Konjunkturkomitee genehmigt Kurzarbeit in 76 Betrieben
Das Konjunkturkomitee erteilte diese Woche 76 Betrieben die Genehmigung, im Monat Februar 2024 Kurzarbeit zu verrichten. 95 Unternehmen hatten einen Antrag auf Gewährung von Kurzarbeit gestellt.
Von den Unternehmen, denen das Konjunkturkomitee Kurzarbeit bewilligte, hatten 56 konjunkturell bedingte Schwierigkeiten angegeben, 11 hatten sich strukturelle Schwierigkeiten geltend gemacht, gekoppelt an einen Plan zur Aufrechterhaltung der Beschäftigung, und weitere 9 Betriebe hatten ihren Antrag auf Kurzarbeit mit wirtschaftlicher Abhängigkeit begründet.

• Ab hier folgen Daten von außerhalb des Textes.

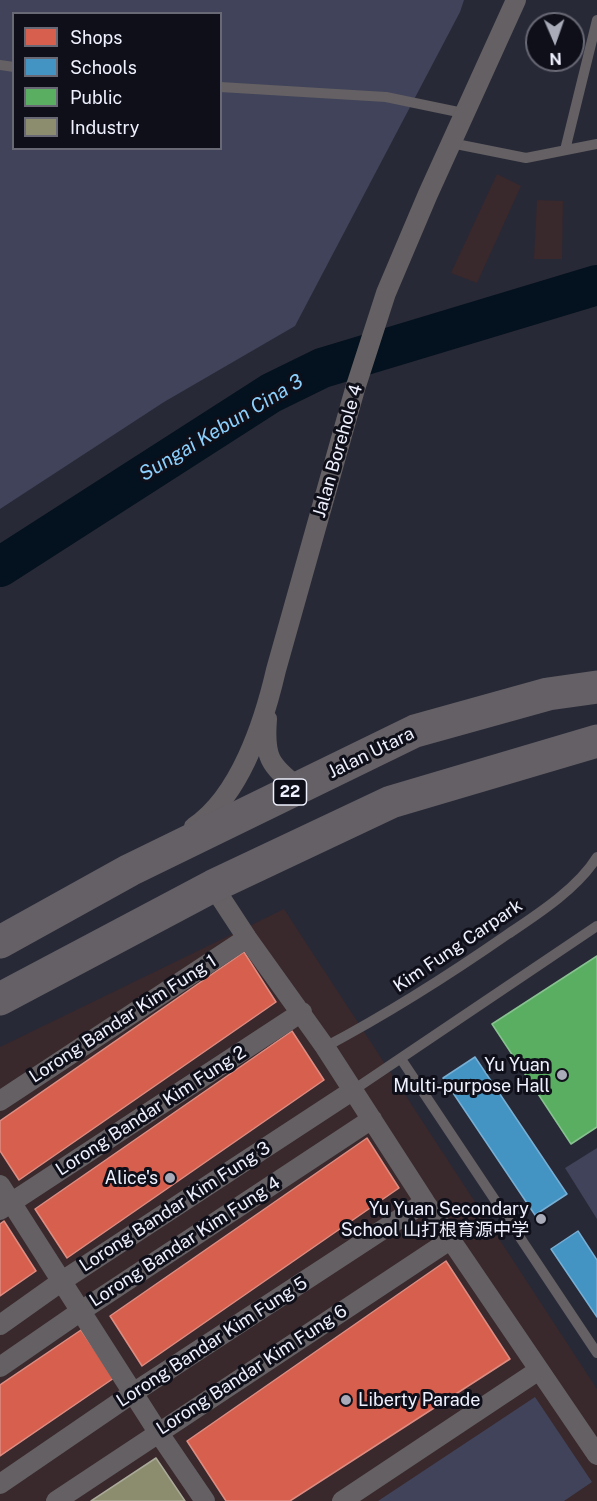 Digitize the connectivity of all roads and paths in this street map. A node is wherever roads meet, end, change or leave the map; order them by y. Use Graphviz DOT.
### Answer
graph roads {
  1 [pos="516,0"];
  2 [pos="597,20"];
  3 [pos="222,87"];
  4 [pos="463,113"];
  5 [pos="451,143"];
  6 [pos="597,144"];
  7 [pos="565,150"];
  8 [pos="597,687"];
  9 [pos="268,707"];
  10 [pos="597,741"];
  11 [pos="299,788"];
  12 [pos="597,857"];
  13 [pos="130,870"];
  14 [pos="213,886"];
  15 [pos="597,926"];
  16 [pos="247,938"];
  17 [pos="0,942"];
  18 [pos="0,999"];
  19 [pos="302,1012"];
  20 [pos="325,1047"];
  21 [pos="401,1059"];
  22 [pos="352,1092"];
  23 [pos="0,1101"];
  24 [pos="372,1119"];
  25 [pos="0,1185"];
  26 [pos="425,1202"];
  27 [pos="6,1206"];
  28 [pos="450,1240"];
  29 [pos="63,1281"];
  30 [pos="81,1311"];
  31 [pos="0,1325"];
  32 [pos="597,1353"];
  33 [pos="0,1367"];
  34 [pos="538,1370"];
  35 [pos="133,1394"];
  36 [pos="158,1432"];
  37 [pos="597,1455"];
  38 [pos="0,1484"];
  39 [pos="56,1501"];
  40 [pos="205,1501"];
  41 [pos="342,1501"];
  1 -- 4 [label="street, Jalan Borehole 4"];
  2 -- 7 [label="lane"];
  3 -- 4 [label="lane"];
  4 -- 5 [label="street, Jalan Borehole 4"];
  5 -- 7 [label="lane"];
  5 -- 9 [label="street, Jalan Borehole 4"];
  6 -- 7 [label="lane"];
  8 -- 11 [label="highway, Jalan Utara / 22"];
  9 -- 11 [label="street"];
  9 -- 13 [label="street, Jalan Borehole 4"];
  10 -- 14 [label="highway"];
  11 -- 13 [label="highway, Jalan Utara / 22"];
  12 -- 20 [label="lane, Kim Fung Carpark"];
  13 -- 17 [label="highway, Jalan Utara / 22"];
  14 -- 16 [label="street"];
  14 -- 18 [label="highway"];
  15 -- 21 [label="lane"];
  16 -- 19 [label="street"];
  16 -- 23 [label="street, Lorong Bandar Kim Fung 1"];
  19 -- 20 [label="street"];
  19 -- 27 [label="street, Lorong Bandar Kim Fung 2"];
  20 -- 22 [label="street"];
  21 -- 22 [label="lane"];
  21 -- 32 [label="lane"];
  22 -- 24 [label="street"];
  22 -- 29 [label="street, Lorong Bandar Kim Fung 3"];
  24 -- 26 [label="street"];
  24 -- 30 [label="street, Lorong Bandar Kim Fung 4"];
  25 -- 27 [label="street"];
  26 -- 28 [label="street"];
  26 -- 35 [label="street, Lorong Bandar Kim Fung 5"];
  27 -- 29 [label="street"];
  28 -- 34 [label="street"];
  28 -- 36 [label="street, Lorong Bandar Kim Fung 6"];
  29 -- 30 [label="street"];
  29 -- 31 [label="street, Lorong Bandar Kim Fung 3"];
  30 -- 33 [label="street, Lorong Bandar Kim Fung 4"];
  30 -- 35 [label="street"];
  34 -- 37 [label="street"];
  34 -- 41 [label="street"];
  35 -- 36 [label="street"];
  35 -- 38 [label="street, Lorong Bandar Kim Fung 5"];
  36 -- 39 [label="street, Lorong Bandar Kim Fung 6"];
  36 -- 40 [label="street"];
}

In den 76 Betrieben werden maximal 7.514 Beschäftigte, berechnet nach Vollzeitstellen, von Kurzarbeit betroffen sein und Lohnkürzungen zu verkraften haben, denn der Bruttostundenbetrag, der als Kurzarbeitergeld bezahlt wird, liegt bei 80 Prozent des durchschnittlichen tatsächlich vom Lohnabhängigen während der letzten drei Monate vor Beginn der Kurzarbeit bezogenen Lohnes, wobei der Betrag 250 Prozent des gesetzlichen Mindeststundenlohnes nicht überschreiten darf. Dier KPL fordert 100 Prozent.
Von den Unternehmen, denen für Oktober 2023 eine Genehmigung für Kurzarbeit erteilt wurde, hatten tatsächlich nur 57 von 88 auch darauf zurückgegriffen. Dafür bezahlte der staatliche Beschäftigungsfonds 1,980 Millionen Euro an die Betriebe. Im September 20’23 waren es 722.500 Euro.